Mr Kondić noted that, “with our current business model, while still showing growth, it is growing at a decreasing rate. That means that we have to change something because we are not growing as fast as we need to grow with what we have. Meanwhile, if you look at the growth of low cost airlines, it is significant. So we can continue to do the same thing and grow at a slower rate, or we can look at the ideas that we are reviewing and see which of those we can apply to our business to ensure that we continue to accelerate our growth". He added, "Conceptually, we have to evolve our business model from what it is today, to a model that will allow us to continue to grow and continue to work to lower costs". Mr Kondić noted that fuel prices are increasing - it is already 50% higher than what it was last year - while ground handling costs at the majority of airports the airline serves have grown between 15% to 40%.

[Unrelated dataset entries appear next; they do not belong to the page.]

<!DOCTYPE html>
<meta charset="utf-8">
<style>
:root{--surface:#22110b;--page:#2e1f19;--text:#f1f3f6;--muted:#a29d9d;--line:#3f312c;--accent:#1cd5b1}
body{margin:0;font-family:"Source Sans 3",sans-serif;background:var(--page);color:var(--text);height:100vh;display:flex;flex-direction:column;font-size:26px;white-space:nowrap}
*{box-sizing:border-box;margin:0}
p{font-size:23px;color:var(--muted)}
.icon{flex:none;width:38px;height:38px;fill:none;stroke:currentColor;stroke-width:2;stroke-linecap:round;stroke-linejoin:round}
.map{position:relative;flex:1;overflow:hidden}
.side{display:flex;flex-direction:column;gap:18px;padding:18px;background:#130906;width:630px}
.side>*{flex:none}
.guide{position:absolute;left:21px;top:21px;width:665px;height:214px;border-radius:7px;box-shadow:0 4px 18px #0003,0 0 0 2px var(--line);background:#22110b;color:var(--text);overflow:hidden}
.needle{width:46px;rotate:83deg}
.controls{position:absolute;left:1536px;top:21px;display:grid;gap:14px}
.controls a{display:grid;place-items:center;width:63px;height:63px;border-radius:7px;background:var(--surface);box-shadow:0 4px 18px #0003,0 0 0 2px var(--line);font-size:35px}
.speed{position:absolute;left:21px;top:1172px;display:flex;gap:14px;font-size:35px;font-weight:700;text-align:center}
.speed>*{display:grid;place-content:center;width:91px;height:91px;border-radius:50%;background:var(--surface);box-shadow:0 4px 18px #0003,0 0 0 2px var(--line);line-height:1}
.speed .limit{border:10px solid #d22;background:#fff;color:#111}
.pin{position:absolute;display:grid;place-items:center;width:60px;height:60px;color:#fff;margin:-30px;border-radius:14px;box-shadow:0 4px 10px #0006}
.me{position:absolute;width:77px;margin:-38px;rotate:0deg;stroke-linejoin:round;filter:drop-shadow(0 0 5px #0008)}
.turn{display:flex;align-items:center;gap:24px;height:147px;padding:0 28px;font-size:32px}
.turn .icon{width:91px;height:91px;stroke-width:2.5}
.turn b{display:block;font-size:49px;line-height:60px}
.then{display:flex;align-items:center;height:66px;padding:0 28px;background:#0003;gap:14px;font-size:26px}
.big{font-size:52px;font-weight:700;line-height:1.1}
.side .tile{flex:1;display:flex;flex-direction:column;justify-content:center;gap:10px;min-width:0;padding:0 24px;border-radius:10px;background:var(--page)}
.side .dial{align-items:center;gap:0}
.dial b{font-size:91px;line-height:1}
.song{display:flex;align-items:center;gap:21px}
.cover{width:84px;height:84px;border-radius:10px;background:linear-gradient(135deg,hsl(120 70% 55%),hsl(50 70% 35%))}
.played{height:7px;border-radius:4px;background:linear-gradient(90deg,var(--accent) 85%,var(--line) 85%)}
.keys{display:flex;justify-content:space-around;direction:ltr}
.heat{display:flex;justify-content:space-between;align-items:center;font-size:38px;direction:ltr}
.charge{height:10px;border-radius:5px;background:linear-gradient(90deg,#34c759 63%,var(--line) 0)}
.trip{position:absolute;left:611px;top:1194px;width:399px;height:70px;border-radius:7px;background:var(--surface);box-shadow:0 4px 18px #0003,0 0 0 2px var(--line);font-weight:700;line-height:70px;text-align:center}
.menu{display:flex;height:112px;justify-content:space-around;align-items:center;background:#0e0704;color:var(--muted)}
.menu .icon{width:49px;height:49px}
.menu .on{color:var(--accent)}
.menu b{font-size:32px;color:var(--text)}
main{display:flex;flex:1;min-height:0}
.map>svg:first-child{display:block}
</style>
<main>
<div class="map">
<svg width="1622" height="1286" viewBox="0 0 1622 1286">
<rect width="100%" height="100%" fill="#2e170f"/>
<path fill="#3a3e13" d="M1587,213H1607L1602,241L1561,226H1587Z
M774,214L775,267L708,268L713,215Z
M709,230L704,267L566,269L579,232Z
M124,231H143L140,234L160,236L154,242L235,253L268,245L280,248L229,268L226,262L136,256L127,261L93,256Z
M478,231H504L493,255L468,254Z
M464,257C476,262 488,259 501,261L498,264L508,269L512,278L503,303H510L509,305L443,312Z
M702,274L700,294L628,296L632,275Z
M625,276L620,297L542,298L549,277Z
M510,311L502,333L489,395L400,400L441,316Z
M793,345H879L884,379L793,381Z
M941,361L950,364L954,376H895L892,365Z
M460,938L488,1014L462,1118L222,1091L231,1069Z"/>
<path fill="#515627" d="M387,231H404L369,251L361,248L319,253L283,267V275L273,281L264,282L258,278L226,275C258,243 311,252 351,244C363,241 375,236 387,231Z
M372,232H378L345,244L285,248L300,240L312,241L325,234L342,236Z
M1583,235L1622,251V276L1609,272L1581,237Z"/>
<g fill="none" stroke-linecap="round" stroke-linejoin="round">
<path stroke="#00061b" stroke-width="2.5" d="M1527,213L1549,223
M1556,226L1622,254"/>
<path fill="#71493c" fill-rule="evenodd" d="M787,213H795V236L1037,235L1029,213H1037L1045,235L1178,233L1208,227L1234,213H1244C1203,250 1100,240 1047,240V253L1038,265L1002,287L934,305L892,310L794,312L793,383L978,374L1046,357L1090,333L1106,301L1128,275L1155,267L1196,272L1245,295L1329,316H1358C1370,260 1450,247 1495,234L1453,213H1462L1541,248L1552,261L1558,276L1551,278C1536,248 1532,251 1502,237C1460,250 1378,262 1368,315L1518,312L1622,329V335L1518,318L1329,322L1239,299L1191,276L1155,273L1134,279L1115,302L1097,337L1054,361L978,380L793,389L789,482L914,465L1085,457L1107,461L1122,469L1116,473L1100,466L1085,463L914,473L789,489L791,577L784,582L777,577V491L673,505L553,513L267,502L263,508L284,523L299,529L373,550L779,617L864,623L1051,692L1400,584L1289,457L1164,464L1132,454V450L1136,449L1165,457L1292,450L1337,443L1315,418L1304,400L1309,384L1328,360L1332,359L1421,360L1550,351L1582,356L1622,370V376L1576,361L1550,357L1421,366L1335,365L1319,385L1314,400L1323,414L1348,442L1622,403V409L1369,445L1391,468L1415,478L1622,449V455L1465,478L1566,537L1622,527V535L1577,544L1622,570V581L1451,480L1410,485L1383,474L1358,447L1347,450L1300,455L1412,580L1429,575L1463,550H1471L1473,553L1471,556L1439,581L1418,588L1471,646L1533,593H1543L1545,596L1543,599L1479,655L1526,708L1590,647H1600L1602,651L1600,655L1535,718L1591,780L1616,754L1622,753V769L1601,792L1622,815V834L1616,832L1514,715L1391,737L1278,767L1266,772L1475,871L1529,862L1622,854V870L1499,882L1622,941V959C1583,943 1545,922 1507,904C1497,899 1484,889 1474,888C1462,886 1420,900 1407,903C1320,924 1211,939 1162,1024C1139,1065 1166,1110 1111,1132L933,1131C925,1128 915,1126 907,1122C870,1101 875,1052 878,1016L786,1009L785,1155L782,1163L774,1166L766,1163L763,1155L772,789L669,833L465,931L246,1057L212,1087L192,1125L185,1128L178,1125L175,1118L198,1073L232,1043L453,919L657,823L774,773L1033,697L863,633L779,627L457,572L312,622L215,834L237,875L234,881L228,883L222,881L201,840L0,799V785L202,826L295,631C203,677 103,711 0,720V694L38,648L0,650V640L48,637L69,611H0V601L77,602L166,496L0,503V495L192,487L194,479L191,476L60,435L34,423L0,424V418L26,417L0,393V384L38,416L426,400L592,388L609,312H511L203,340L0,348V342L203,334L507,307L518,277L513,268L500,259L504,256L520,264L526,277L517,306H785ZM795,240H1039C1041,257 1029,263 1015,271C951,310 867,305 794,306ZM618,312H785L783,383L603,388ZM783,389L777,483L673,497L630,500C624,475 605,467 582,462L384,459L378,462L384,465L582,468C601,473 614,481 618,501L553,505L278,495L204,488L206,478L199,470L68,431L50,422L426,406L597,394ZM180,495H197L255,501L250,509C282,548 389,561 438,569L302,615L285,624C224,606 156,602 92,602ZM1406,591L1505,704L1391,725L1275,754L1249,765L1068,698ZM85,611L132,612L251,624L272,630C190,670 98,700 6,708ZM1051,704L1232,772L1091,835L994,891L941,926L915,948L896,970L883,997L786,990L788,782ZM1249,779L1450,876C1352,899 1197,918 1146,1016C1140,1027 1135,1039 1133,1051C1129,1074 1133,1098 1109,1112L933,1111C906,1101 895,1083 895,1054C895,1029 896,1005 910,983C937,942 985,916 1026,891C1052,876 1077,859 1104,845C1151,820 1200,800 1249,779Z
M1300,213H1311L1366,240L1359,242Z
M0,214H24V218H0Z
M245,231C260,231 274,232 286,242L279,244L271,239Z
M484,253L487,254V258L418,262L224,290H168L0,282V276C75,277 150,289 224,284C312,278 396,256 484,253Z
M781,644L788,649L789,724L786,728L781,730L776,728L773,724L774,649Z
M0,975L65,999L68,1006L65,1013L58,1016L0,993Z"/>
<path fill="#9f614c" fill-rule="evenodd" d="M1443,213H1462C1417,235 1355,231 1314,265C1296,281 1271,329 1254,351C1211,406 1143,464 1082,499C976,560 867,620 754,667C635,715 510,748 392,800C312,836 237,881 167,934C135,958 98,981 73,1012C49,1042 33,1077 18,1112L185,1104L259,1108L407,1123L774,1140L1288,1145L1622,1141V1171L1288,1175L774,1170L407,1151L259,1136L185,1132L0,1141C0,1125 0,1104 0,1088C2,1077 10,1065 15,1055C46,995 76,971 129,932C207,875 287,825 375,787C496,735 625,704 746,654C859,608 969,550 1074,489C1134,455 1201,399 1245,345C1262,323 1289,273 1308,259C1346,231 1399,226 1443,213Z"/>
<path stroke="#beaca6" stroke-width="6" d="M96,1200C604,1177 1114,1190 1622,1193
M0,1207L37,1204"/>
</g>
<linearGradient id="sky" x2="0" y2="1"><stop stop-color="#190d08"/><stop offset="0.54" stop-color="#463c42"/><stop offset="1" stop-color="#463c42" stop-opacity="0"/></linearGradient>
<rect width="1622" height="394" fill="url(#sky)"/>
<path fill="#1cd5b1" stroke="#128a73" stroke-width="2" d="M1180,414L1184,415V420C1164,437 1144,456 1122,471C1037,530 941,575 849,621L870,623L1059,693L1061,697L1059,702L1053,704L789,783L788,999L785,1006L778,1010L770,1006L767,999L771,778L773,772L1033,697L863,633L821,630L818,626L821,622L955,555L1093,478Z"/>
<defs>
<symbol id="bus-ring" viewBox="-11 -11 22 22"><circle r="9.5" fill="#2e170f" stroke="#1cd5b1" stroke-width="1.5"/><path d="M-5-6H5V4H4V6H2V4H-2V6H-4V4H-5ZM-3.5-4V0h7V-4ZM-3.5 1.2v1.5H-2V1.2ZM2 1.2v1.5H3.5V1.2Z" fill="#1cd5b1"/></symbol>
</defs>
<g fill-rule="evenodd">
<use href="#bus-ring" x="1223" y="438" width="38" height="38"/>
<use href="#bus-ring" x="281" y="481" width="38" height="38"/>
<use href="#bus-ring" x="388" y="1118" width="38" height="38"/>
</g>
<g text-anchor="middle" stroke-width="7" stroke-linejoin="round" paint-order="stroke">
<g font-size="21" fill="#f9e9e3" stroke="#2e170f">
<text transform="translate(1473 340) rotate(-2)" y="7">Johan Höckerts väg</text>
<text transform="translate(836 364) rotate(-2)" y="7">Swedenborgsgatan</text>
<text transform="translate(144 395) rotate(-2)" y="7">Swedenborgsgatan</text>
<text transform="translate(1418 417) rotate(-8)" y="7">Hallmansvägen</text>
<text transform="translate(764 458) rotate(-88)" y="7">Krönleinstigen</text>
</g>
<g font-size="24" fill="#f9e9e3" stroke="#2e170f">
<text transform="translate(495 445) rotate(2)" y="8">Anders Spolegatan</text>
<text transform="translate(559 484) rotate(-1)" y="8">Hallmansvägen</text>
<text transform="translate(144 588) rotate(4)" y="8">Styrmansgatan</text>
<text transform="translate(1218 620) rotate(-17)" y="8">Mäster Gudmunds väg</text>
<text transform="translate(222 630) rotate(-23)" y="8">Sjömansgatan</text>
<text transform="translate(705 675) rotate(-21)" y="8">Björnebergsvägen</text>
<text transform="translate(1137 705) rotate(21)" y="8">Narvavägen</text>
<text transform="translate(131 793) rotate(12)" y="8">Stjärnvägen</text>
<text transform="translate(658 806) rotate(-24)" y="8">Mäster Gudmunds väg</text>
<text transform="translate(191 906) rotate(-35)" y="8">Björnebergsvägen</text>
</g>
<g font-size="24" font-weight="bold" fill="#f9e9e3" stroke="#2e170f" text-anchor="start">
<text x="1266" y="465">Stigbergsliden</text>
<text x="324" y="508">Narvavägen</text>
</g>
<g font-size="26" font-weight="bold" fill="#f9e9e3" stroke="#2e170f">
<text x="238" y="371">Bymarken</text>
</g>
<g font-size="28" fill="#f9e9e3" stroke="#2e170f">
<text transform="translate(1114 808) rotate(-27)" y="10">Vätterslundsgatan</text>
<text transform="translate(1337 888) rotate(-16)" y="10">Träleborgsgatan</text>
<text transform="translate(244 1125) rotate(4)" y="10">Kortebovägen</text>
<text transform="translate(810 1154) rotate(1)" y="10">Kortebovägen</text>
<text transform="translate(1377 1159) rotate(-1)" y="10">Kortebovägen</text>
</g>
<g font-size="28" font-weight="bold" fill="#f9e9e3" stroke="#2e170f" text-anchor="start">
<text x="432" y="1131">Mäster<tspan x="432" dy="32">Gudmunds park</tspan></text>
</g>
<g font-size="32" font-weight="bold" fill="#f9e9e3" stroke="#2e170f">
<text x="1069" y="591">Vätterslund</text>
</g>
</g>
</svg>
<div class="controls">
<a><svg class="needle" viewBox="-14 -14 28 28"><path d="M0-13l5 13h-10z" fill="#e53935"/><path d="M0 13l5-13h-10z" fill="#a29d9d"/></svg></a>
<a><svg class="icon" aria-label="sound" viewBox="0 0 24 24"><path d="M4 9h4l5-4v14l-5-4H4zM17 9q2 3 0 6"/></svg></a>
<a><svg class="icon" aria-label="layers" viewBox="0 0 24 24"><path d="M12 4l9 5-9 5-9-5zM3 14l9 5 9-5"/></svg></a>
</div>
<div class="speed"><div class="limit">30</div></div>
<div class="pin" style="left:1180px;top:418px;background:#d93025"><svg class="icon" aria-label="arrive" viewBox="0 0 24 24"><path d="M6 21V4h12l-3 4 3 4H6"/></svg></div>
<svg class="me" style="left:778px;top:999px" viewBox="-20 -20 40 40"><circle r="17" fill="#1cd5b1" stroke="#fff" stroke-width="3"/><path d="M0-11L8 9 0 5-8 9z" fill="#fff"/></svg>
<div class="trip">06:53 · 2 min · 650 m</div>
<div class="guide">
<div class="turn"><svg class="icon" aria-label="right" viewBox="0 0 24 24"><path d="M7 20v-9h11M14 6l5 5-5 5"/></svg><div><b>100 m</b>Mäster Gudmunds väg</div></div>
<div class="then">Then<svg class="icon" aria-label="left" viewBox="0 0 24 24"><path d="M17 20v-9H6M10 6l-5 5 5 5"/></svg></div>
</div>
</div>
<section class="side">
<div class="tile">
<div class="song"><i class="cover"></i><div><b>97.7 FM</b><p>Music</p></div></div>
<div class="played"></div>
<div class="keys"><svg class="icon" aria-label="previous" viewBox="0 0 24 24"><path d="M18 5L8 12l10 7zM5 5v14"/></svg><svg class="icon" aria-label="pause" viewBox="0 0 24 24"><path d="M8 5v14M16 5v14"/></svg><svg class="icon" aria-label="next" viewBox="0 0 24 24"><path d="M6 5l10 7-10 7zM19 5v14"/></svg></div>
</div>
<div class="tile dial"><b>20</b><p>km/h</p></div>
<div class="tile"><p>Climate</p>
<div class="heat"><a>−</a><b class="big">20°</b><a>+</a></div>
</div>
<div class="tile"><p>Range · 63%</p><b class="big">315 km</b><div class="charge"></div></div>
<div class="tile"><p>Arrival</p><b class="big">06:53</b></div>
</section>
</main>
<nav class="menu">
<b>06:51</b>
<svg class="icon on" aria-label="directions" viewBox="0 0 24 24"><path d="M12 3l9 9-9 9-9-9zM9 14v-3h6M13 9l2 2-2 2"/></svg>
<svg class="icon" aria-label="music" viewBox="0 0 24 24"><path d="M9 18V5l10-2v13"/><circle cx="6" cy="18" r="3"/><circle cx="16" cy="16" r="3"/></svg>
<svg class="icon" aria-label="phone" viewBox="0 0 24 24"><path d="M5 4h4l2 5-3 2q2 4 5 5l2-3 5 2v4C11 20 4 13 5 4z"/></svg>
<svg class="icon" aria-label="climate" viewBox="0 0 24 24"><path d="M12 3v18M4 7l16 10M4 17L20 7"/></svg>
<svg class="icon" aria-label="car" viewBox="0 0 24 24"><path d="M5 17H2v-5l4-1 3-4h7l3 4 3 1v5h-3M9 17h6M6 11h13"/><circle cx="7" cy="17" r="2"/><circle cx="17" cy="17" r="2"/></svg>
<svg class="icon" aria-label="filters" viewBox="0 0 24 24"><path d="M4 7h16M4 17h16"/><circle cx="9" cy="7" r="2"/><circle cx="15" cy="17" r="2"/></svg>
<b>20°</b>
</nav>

Air Serbia's CEO singled out lowering costs and tackling seasonality as some of the carrier's biggest challenges but noted that the airline's load factor has been improving over the years. "You don't solve seasonality by flying three or four new routes to various places. What we should be doing is growing our load factors with what we have. That's how you make a company stronger. There is still much more room to grow within what we have. The focus is going to be on internal consolidation and strengthening the business before we go on to any major further growth. We have to get better returns on what we have", Mr Kondić said. Air Serbia's average passenger load factor, a measure of seat capacity utilisation, increased to 72.4% in 2016, compared to 70.7% the year before. "When we took over the business, Jat's load factor for the final year was 67%. We achieved the same load factor with double the capacity. In the last three years, we have improved it year on year and we continued to grow the business", Mr Kondić concluded.